Published on:

Assignment of California Deed of Trust Must Be Recorded Before Foreclosure- MERS Process Does Not Trump California Real Estate Law

A recent California bankruptcy court decision ( In re: Eleazar Salazar) found a foreclosure invalid because of failure to record an assignment of the Deed of Trust. In the original Deed of trust (DOT) Accredited was the lender, Chicago Title was the trustee, and MERS was the nominal beneficiary. The DOT stated that MERS only held legal title to the interests granted by the borrower.

After the borrower defaulted, MERS signed a substitution of trustee and had no apparent role in the trustee’s sale. The sale was apparently run by Litton Loan Servicing and Quality Loan Service Corp. The Trustee’s Deed Upon Sale identified US bank as the “foreclosing beneficiary”, not MERS. The recital in the trustee’s deed is presumed to be true. While MERS was the beneficiary at the inception of the loan, it was not at time of foreclosure. In addition, no assignment of Accredited’s interest to US Bank was recorded. Facts like these make experienced real estate attorneys sit up and take notice.

The court noted that under California Civil Code section 2932.5, the assignment to US Bank had to be recorded prior to sale.
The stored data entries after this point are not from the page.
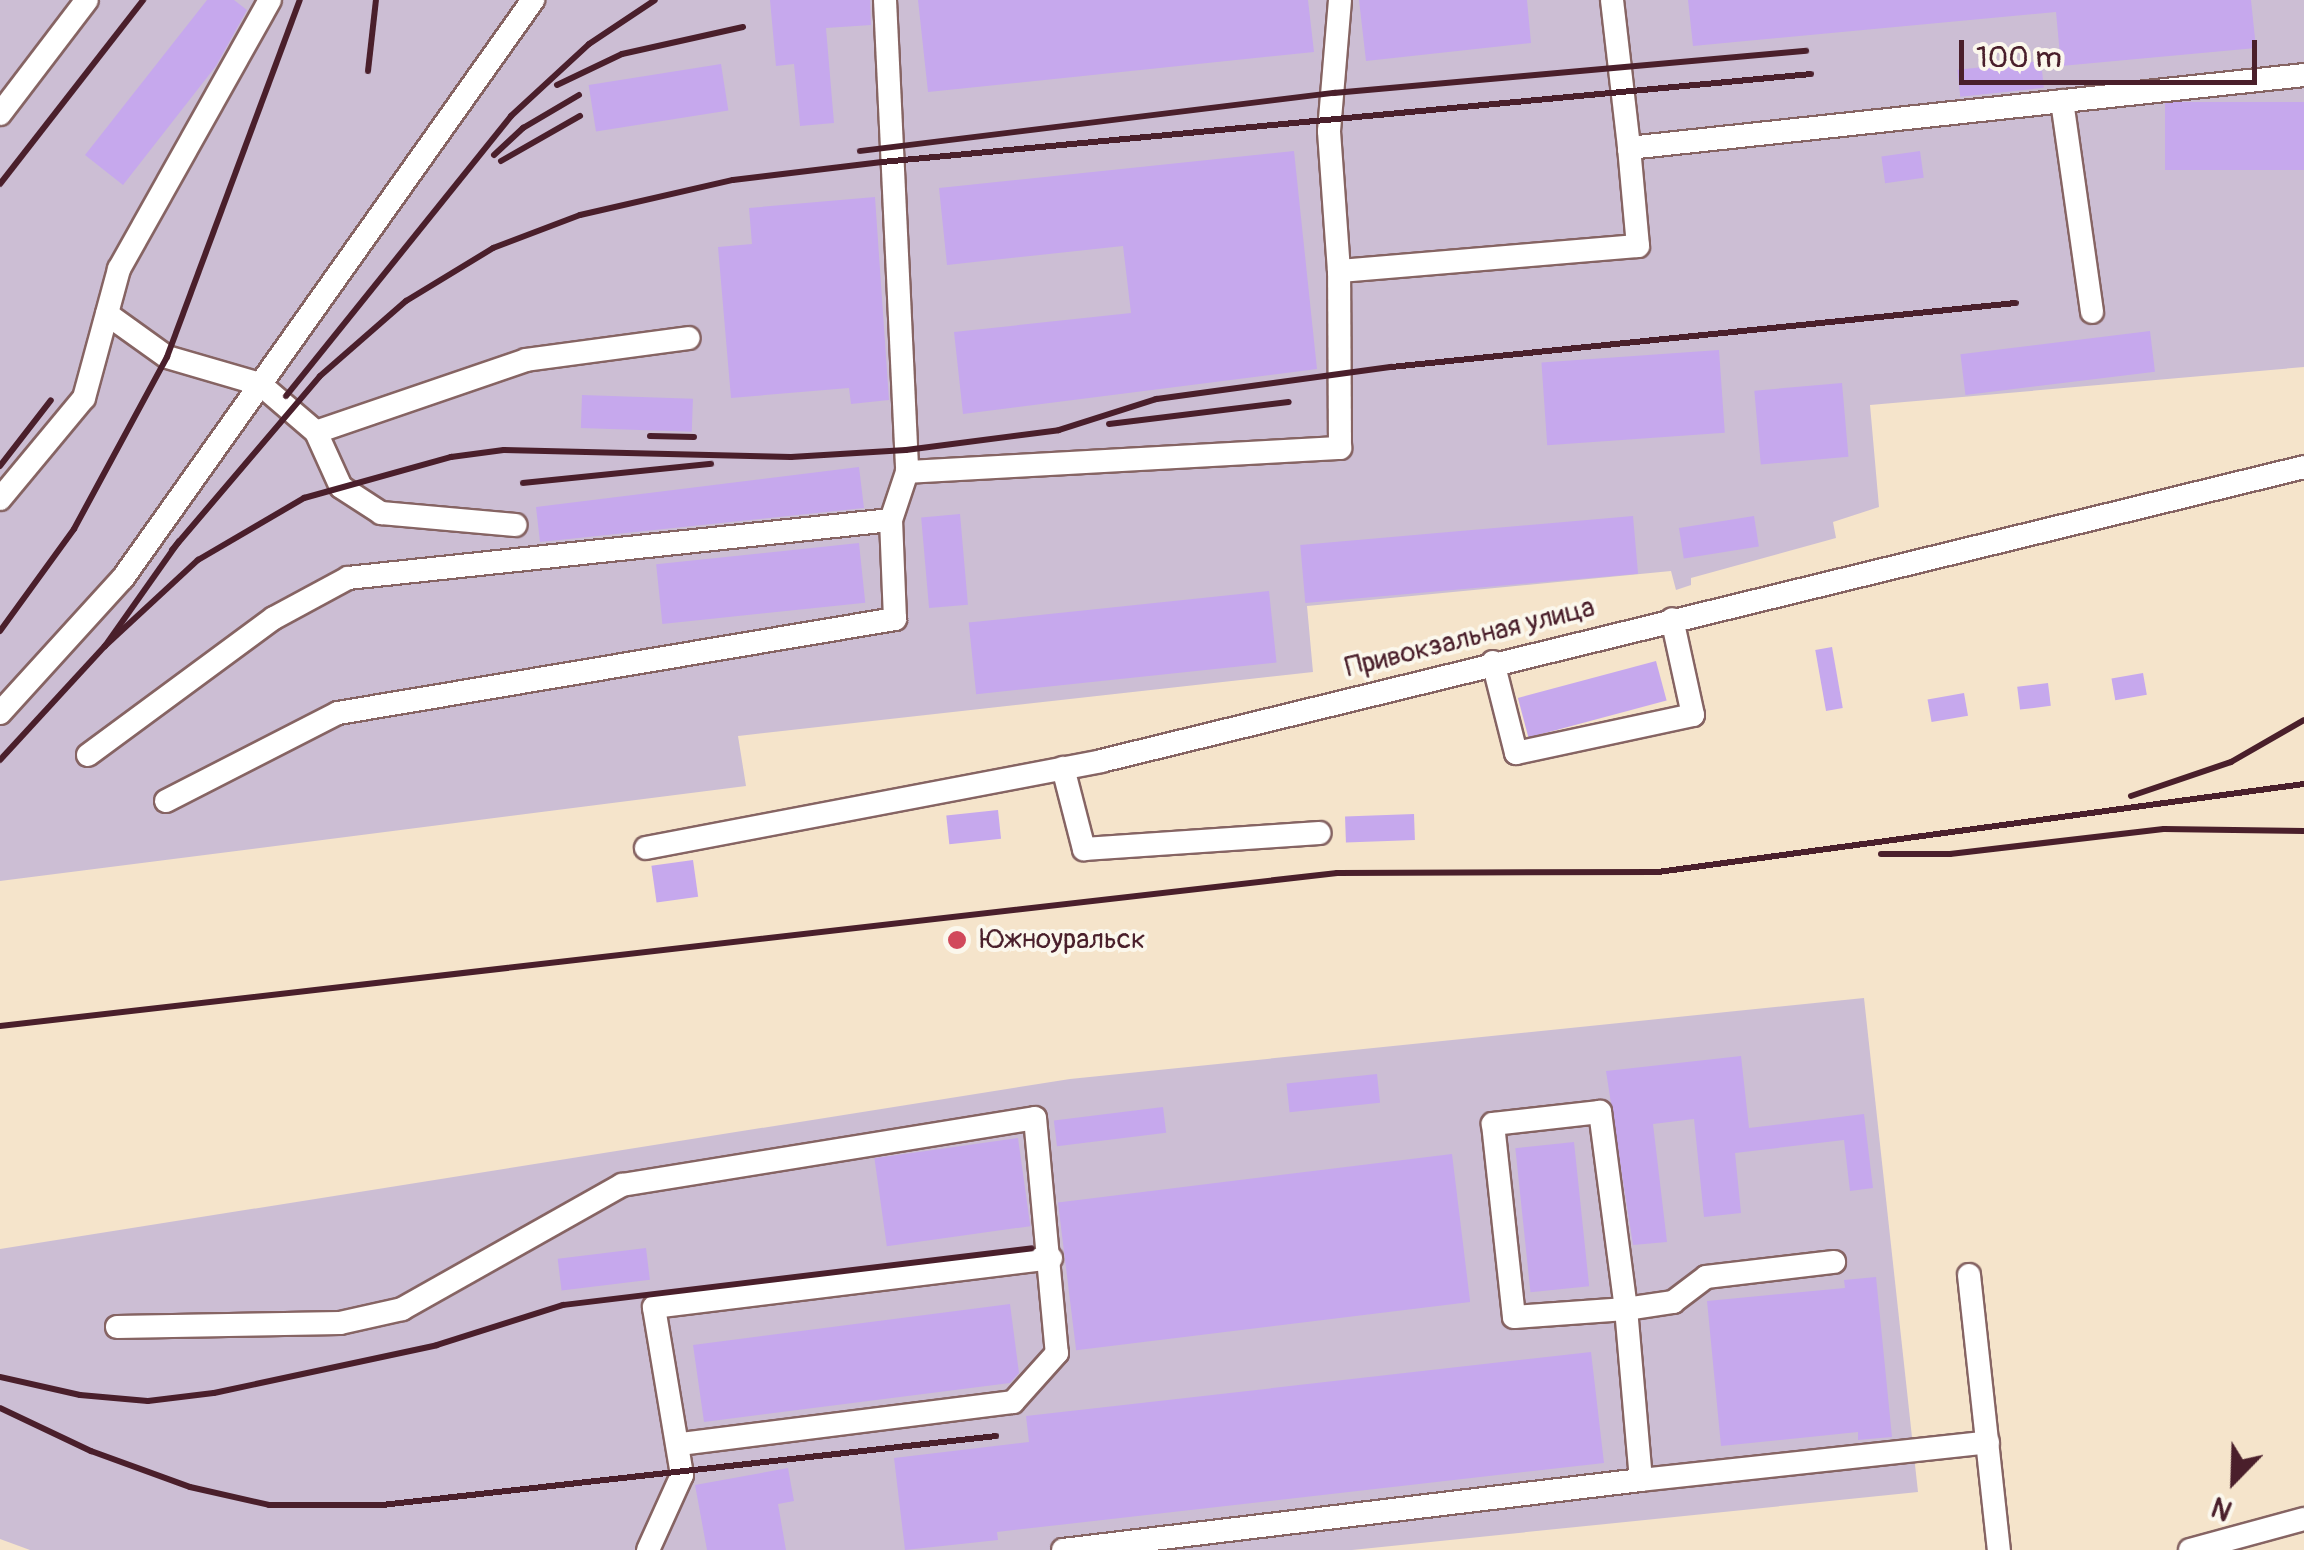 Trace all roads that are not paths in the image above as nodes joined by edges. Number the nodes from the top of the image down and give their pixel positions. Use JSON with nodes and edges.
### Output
{"nodes":[{"id":1,"x":87,"y":0,"type":"edge"},
{"id":2,"x":270,"y":0,"type":"edge"},
{"id":3,"x":533,"y":0,"type":"edge"},
{"id":4,"x":885,"y":0,"type":"edge"},
{"id":5,"x":1340,"y":0,"type":"edge"},
{"id":6,"x":1612,"y":0,"type":"edge"},
{"id":7,"x":2304,"y":75,"type":"edge"},
{"id":8,"x":2062,"y":102,"type":"junction"},
{"id":9,"x":0,"y":114,"type":"edge"},
{"id":10,"x":1628,"y":148,"type":"junction"},
{"id":11,"x":1339,"y":271,"type":"junction"},
{"id":12,"x":2092,"y":312,"type":"dead end"},
{"id":13,"x":107,"y":314,"type":"junction"},
{"id":14,"x":689,"y":338,"type":"dead end"},
{"id":15,"x":260,"y":384,"type":"junction"},
{"id":16,"x":316,"y":432,"type":"junction"},
{"id":17,"x":2304,"y":467,"type":"edge"},
{"id":18,"x":907,"y":472,"type":"junction"},
{"id":19,"x":0,"y":499,"type":"edge"},
{"id":20,"x":890,"y":520,"type":"junction"},
{"id":21,"x":515,"y":525,"type":"dead end"},
{"id":22,"x":1672,"y":619,"type":"junction"},
{"id":23,"x":1493,"y":662,"type":"junction"},
{"id":24,"x":0,"y":713,"type":"edge"},
{"id":25,"x":88,"y":755,"type":"dead end"},
{"id":26,"x":1063,"y":768,"type":"junction"},
{"id":27,"x":166,"y":801,"type":"dead end"},
{"id":28,"x":1319,"y":834,"type":"dead end"},
{"id":29,"x":646,"y":848,"type":"dead end"},
{"id":30,"x":1051,"y":1258,"type":"junction"},
{"id":31,"x":1834,"y":1262,"type":"dead end"},
{"id":32,"x":1969,"y":1275,"type":"dead end"},
{"id":33,"x":1626,"y":1308,"type":"junction"},
{"id":34,"x":117,"y":1327,"type":"dead end"},
{"id":35,"x":1988,"y":1442,"type":"junction"},
{"id":36,"x":679,"y":1444,"type":"junction"},
{"id":37,"x":1641,"y":1480,"type":"junction"},
{"id":38,"x":2304,"y":1519,"type":"edge"},
{"id":39,"x":648,"y":1550,"type":"edge"},
{"id":40,"x":1063,"y":1550,"type":"edge"},
{"id":41,"x":2000,"y":1550,"type":"edge"},
{"id":42,"x":2190,"y":1550,"type":"edge"}],
"edges":[{"from":1,"to":9,"type":"street"},
{"from":2,"to":13,"type":"street"},
{"from":3,"to":15,"type":"street"},
{"from":4,"to":18,"type":"street"},
{"from":5,"to":11,"type":"street"},
{"from":6,"to":10,"type":"street"},
{"from":7,"to":8,"type":"street"},
{"from":8,"to":10,"type":"street"},
{"from":8,"to":12,"type":"street"},
{"from":10,"to":11,"type":"street"},
{"from":11,"to":18,"type":"street"},
{"from":13,"to":15,"type":"street"},
{"from":13,"to":19,"type":"street"},
{"from":14,"to":16,"type":"street"},
{"from":15,"to":16,"type":"street"},
{"from":15,"to":24,"type":"street"},
{"from":16,"to":21,"type":"street"},
{"from":17,"to":22,"type":"street","name":"Привокзальная улица"},
{"from":18,"to":20,"type":"street"},
{"from":20,"to":25,"type":"street"},
{"from":20,"to":27,"type":"street"},
{"from":22,"to":23,"type":"street","name":"Привокзальная улица"},
{"from":22,"to":23,"type":"street"},
{"from":23,"to":26,"type":"street","name":"Привокзальная улица"},
{"from":26,"to":28,"type":"street"},
{"from":26,"to":29,"type":"street","name":"Привокзальная улица"},
{"from":30,"to":34,"type":"street"},
{"from":30,"to":36,"type":"street"},
{"from":30,"to":36,"type":"street"},
{"from":31,"to":33,"type":"street"},
{"from":32,"to":35,"type":"street"},
{"from":33,"to":33,"type":"street"},
{"from":33,"to":37,"type":"street"},
{"from":35,"to":37,"type":"street"},
{"from":35,"to":41,"type":"street"},
{"from":36,"to":39,"type":"street"},
{"from":37,"to":40,"type":"street"},
{"from":38,"to":42,"type":"street"}]} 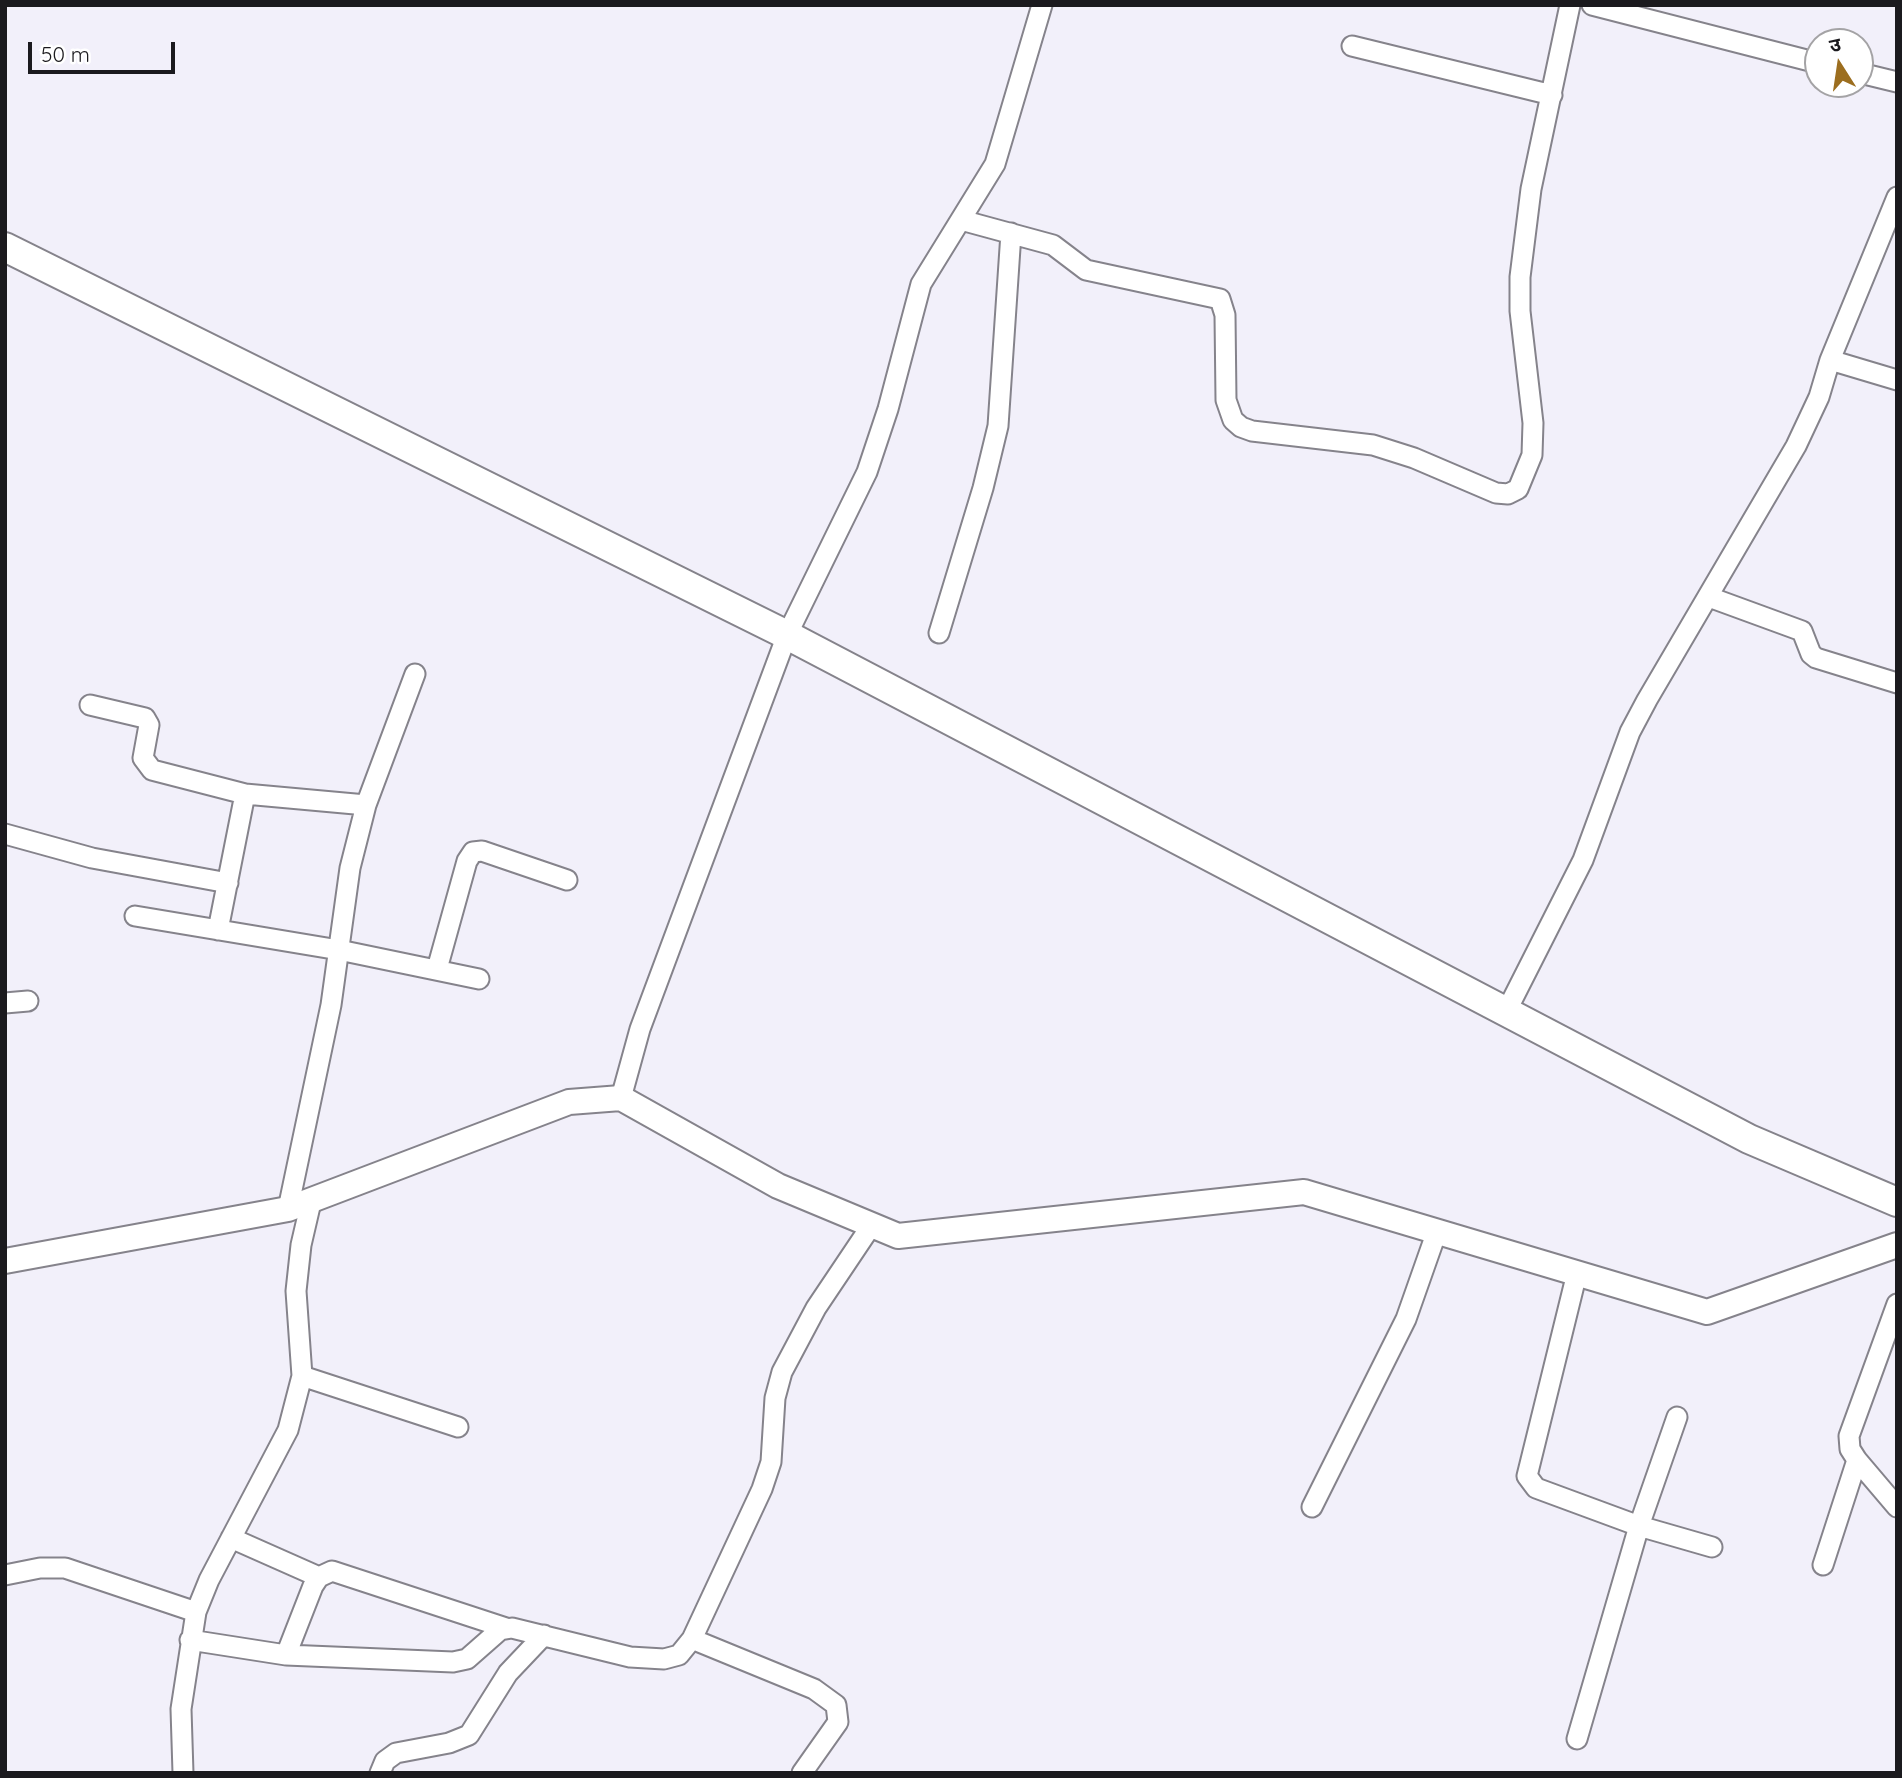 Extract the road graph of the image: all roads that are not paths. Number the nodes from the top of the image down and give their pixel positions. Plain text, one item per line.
1 (1042, 5) edge
2 (1570, 5) edge
3 (1592, 5) edge
4 (1352, 46) dead end
5 (1804, 59) edge
6 (1874, 76) edge
7 (1897, 82) edge
8 (1552, 95) junction
9 (1897, 197) edge
10 (961, 220) junction
11 (1011, 233) junction
12 (5, 247) edge
13 (1830, 360) junction
14 (1897, 380) edge
15 (1709, 597) junction
16 (939, 633) dead end
17 (787, 635) junction
18 (415, 674) dead end
19 (1897, 683) edge
20 (90, 705) dead end
21 (246, 794) junction
22 (366, 805) junction
23 (5, 834) edge
24 (567, 880) dead end
25 (228, 883) junction
26 (135, 916) dead end
27 (218, 930) junction
28 (339, 950) junction
29 (437, 969) junction
30 (479, 979) dead end
31 (28, 1001) dead end
32 (5, 1003) edge
33 (1505, 1014) junction
34 (621, 1098) junction
35 (1897, 1202) edge
36 (300, 1206) junction
37 (878, 1230) junction
38 (1437, 1231) junction
39 (1897, 1245) edge
40 (5, 1261) edge
41 (1577, 1273) junction
42 (1897, 1304) edge
43 (302, 1376) junction
44 (1677, 1416) dead end
45 (458, 1427) dead end
46 (1857, 1460) junction
47 (1312, 1507) dead end
48 (1897, 1507) edge
49 (1639, 1526) junction
50 (231, 1538) junction
51 (1712, 1548) dead end
52 (1823, 1565) dead end
53 (5, 1575) edge
54 (319, 1577) junction
55 (196, 1612) junction
56 (506, 1628) junction
57 (544, 1635) junction
58 (691, 1639) junction
59 (190, 1640) junction
60 (286, 1655) junction
61 (1577, 1739) dead end
62 (183, 1773) edge
63 (380, 1773) edge
64 (802, 1773) edge

1 - 10 street
2 - 8 street
3 - 5 street
4 - 8 street
6 - 7 street
8 - 11 street
9 - 13 street
10 - 11 street
10 - 17 street
11 - 16 street
12 - 17 highway
13 - 14 street
13 - 15 street
15 - 19 street
15 - 33 street
17 - 33 highway
17 - 34 street
18 - 22 street
20 - 21 street
21 - 22 street
21 - 25 street
22 - 28 street
23 - 25 street
24 - 29 street
25 - 27 street
26 - 27 street
27 - 28 street
28 - 29 street
28 - 36 street
29 - 30 street
31 - 32 street
33 - 35 highway
34 - 36 main road
34 - 37 main road
36 - 40 main road
36 - 43 street
37 - 38 main road
37 - 58 street
38 - 41 main road
38 - 47 street
39 - 41 main road
41 - 49 street
42 - 46 street
43 - 45 street
43 - 50 street
44 - 49 street
46 - 48 street
46 - 52 street
49 - 51 street
49 - 61 street
50 - 54 street
50 - 55 street
53 - 55 street
54 - 56 street
54 - 60 street
55 - 59 street
56 - 57 street
56 - 60 street
57 - 58 street
57 - 63 street
58 - 64 street
59 - 60 street
59 - 62 street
First, US Bank had to be entitled to payment of the secured debt to foreclose, and secondly, the public record must show US Bank’s status as foreclosing beneficiary before the sale occurs.

Though US bank claimed to be the holder of the note, satisfying the first condition, it did not record an assignment of its interest in the Deed of Trust, failing the second condition.

US Bank also argued that MERS status as ‘nominal beneficiary’ made recording of the assignment unnecessary. However, MERS was not beneficiary at the time of the foreclosure, and the deed of trust did not grant MERS more then nominal powers. US Bank was described in the trustee’s deed (which is presumed to be true) as the foreclosing beneficiary. So, MERS had no role in the foreclosure.

Lastly, US Bank argued that the assignment from Accredited to US bank could be tracked in the publicly accessible MERS system. The court refused to recognize MERS as an extra-judicial foreclosure alternative which can circumvent the public recordation system.

Bankruptcy courts in California have more readily addressed the arrogance of the MERS cabal of lenders efforts to circumvent state law. California state courts have been more reluctant, at least in published decisions. On the one hand, this is unfortunate, as it forces more borrowers into Bankruptcy. On the other hand, bankruptcy law provides more tools to reconfigure the parties relationships once a foreclosure sale is set aside.